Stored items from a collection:
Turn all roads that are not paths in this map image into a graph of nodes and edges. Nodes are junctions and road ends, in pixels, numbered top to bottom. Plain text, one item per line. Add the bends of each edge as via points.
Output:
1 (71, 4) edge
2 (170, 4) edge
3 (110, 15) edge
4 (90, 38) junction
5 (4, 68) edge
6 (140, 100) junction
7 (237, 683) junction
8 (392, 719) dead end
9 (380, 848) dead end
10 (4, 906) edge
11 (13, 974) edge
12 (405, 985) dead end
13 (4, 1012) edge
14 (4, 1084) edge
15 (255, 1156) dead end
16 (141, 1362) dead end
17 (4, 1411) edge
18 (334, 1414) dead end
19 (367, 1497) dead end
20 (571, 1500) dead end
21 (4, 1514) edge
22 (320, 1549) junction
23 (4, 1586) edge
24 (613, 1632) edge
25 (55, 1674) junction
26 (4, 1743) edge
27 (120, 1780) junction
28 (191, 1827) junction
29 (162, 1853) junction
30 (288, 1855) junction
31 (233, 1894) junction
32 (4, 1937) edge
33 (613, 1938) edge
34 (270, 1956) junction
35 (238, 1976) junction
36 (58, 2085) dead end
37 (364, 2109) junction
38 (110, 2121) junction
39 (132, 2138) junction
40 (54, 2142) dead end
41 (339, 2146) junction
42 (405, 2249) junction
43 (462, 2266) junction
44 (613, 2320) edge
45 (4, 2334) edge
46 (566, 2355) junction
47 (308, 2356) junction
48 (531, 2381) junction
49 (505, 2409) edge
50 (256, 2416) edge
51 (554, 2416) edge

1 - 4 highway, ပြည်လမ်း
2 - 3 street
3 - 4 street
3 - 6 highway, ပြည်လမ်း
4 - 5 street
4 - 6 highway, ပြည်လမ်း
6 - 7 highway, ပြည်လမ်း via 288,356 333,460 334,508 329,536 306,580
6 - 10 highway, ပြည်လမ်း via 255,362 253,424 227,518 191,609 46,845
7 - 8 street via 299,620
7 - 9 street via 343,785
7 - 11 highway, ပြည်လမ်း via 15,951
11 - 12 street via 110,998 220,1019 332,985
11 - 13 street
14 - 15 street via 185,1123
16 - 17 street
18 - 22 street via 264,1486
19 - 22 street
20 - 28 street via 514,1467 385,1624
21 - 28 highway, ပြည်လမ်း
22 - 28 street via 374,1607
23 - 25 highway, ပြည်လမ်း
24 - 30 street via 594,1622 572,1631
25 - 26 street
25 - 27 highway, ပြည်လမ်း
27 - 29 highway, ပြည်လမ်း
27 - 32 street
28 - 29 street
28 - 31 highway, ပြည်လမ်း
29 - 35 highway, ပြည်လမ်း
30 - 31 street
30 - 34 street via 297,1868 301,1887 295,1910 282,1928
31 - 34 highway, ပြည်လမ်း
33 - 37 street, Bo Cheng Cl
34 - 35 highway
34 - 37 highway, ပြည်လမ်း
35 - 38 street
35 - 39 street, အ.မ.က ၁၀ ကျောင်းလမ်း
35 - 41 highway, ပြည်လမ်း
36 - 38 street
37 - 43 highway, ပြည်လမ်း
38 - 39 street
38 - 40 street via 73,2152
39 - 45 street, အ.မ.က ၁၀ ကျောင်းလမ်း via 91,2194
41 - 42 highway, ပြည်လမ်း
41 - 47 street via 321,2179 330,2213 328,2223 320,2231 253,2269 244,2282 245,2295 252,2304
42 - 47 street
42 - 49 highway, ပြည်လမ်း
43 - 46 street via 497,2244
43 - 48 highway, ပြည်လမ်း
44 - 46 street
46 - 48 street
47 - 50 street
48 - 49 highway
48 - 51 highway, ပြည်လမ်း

# Brief
Tell how many lines above contain the word "dead". Nothing but the number is needed.

# Solution to this problem
10